Assigned task: Output, exactly as written, the lines below starting at the line containing "ring mcp: (201, 252)" and ending at the line containing "ring mcp: (322, 244)". Drop the pictures and keep both end lines.

(Dataset extract Opens)

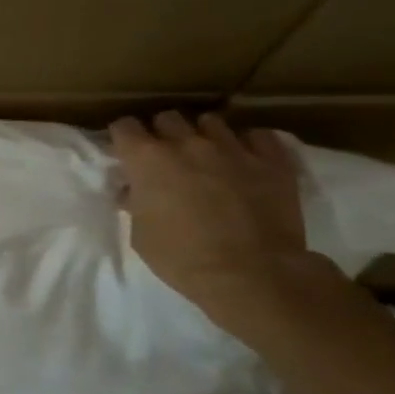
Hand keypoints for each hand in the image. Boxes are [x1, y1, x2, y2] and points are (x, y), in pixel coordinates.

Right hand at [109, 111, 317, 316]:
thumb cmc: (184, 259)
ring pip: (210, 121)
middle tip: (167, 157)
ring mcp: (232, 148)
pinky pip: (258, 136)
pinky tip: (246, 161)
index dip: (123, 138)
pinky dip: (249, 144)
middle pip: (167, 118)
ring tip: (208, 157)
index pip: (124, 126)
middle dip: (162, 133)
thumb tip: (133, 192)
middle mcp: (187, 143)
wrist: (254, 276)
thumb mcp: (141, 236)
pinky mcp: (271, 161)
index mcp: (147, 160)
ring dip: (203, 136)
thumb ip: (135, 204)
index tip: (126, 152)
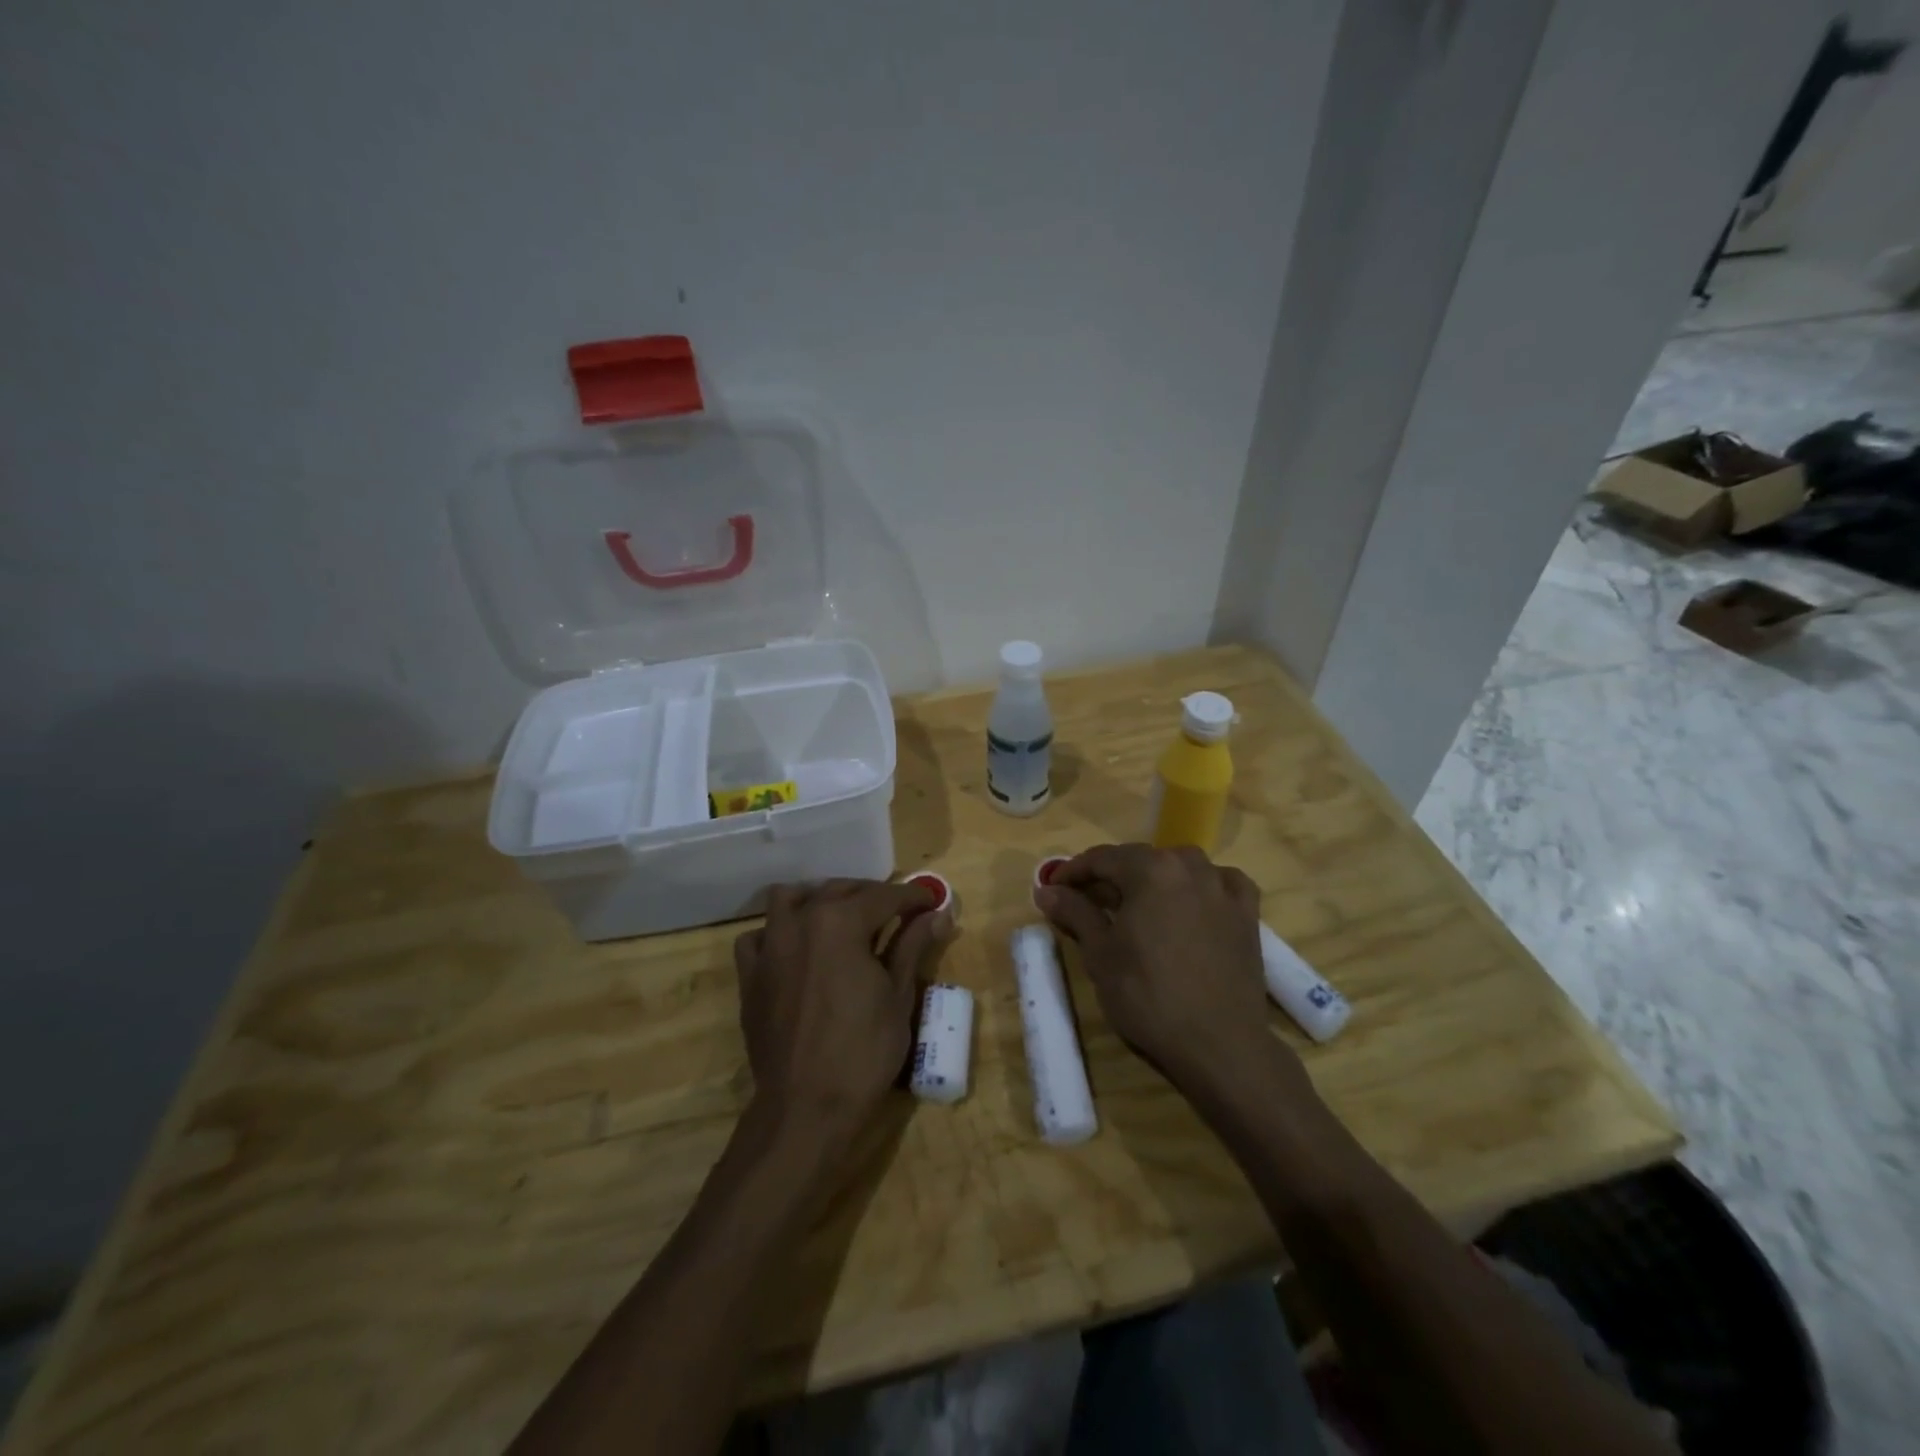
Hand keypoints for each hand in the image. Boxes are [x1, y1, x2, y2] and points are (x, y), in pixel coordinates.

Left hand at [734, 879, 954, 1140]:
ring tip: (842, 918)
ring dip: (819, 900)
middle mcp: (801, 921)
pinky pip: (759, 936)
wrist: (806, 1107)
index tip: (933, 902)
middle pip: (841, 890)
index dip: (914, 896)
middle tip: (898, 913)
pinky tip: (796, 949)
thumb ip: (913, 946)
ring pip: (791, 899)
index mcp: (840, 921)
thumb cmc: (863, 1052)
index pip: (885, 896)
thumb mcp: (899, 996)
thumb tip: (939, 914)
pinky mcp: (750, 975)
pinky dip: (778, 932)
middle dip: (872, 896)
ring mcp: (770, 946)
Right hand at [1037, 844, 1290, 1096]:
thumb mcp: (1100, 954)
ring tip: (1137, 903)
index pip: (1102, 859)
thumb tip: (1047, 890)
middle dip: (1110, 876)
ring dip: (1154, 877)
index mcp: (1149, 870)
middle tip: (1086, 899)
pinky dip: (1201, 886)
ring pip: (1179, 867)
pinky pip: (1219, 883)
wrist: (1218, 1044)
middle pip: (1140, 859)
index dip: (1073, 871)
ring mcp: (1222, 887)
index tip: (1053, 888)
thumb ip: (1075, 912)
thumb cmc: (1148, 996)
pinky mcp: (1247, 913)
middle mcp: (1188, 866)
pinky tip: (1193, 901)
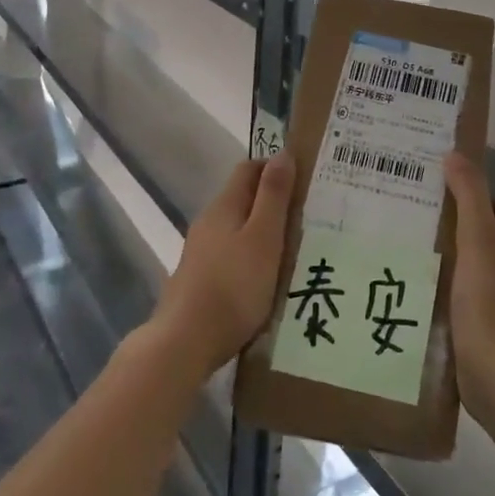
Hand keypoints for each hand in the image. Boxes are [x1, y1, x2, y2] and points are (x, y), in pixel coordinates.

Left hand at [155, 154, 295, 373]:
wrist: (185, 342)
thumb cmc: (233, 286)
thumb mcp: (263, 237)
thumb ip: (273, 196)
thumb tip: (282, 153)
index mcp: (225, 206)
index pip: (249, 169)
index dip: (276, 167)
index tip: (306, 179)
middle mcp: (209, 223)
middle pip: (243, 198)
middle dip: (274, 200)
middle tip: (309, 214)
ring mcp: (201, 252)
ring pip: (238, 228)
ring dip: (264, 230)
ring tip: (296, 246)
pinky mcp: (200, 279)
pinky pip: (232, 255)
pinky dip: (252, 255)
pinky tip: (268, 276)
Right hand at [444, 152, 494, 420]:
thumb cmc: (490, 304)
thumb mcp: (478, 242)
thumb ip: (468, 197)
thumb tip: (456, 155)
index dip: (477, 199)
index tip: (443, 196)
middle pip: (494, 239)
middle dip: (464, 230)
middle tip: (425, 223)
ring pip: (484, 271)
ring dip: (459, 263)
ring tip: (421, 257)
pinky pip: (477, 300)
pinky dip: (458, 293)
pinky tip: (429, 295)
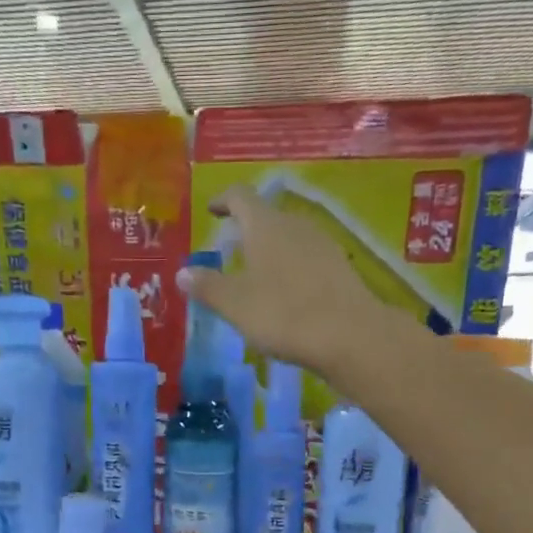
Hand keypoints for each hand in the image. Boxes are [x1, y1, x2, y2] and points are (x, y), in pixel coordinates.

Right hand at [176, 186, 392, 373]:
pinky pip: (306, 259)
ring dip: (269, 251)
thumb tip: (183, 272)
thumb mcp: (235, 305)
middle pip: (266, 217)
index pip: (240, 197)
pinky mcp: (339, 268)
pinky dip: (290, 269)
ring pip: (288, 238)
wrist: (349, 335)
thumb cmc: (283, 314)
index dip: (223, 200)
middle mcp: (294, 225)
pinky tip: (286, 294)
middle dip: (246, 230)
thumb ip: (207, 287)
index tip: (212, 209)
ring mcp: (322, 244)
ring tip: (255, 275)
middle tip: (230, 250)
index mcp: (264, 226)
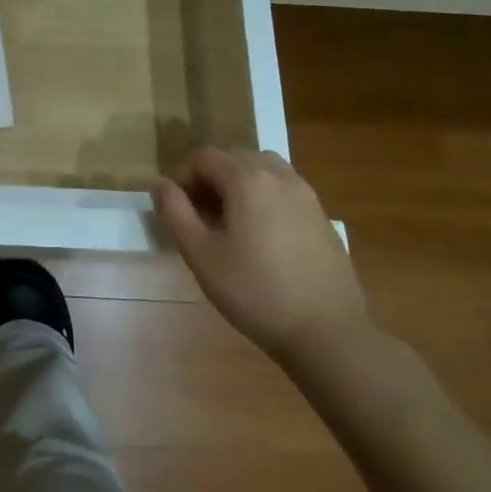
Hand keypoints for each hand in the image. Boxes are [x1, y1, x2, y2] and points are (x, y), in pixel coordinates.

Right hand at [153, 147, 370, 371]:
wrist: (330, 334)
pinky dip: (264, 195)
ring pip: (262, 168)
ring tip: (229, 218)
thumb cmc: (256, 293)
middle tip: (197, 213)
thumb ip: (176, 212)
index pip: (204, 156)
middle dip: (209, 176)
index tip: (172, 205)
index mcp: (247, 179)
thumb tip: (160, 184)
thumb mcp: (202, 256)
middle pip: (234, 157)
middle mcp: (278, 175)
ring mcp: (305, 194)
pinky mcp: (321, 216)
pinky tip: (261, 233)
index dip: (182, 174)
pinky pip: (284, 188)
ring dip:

(Dataset extract Closes)

Written response:
ring mcp: (201, 252)
ring pip: (238, 228)
ring dip: (264, 230)
ring tip: (296, 246)
pinky mcp: (200, 279)
pinky pip: (232, 255)
pinky dip: (252, 255)
pinky tip: (268, 276)
Right hand at [444, 152, 494, 420]:
thumb cmc: (490, 304)
thumb mcp: (478, 242)
thumb ip: (468, 197)
thumb tip: (456, 155)
index dip: (477, 199)
index tip: (443, 196)
middle pip: (494, 239)
middle dip: (464, 230)
middle tip: (425, 223)
ring pip: (484, 271)
ring dip: (459, 263)
ring tip: (421, 257)
pinky pip: (477, 300)
pinky dip: (458, 293)
pinky tip: (429, 295)
Hand keypoints for each hand in the image. Boxes are [x1, y1, x2, y2] and points are (x, y), in pixel coordinates.

Right hand at [176, 186, 392, 373]:
pinky pip: (306, 259)
ring dip: (269, 251)
thumb tip: (183, 272)
thumb mcp: (235, 305)
middle pip: (266, 217)
index pip: (240, 197)
pinky mcp: (339, 268)
pinky dip: (290, 269)
ring pip: (288, 238)
wrist: (349, 335)
thumb cmc: (283, 314)
index dip: (223, 200)
middle mcp: (294, 225)
pinky tip: (286, 294)
middle dip: (246, 230)
thumb ip: (207, 287)
index tip: (212, 209)
ring mcp: (322, 244)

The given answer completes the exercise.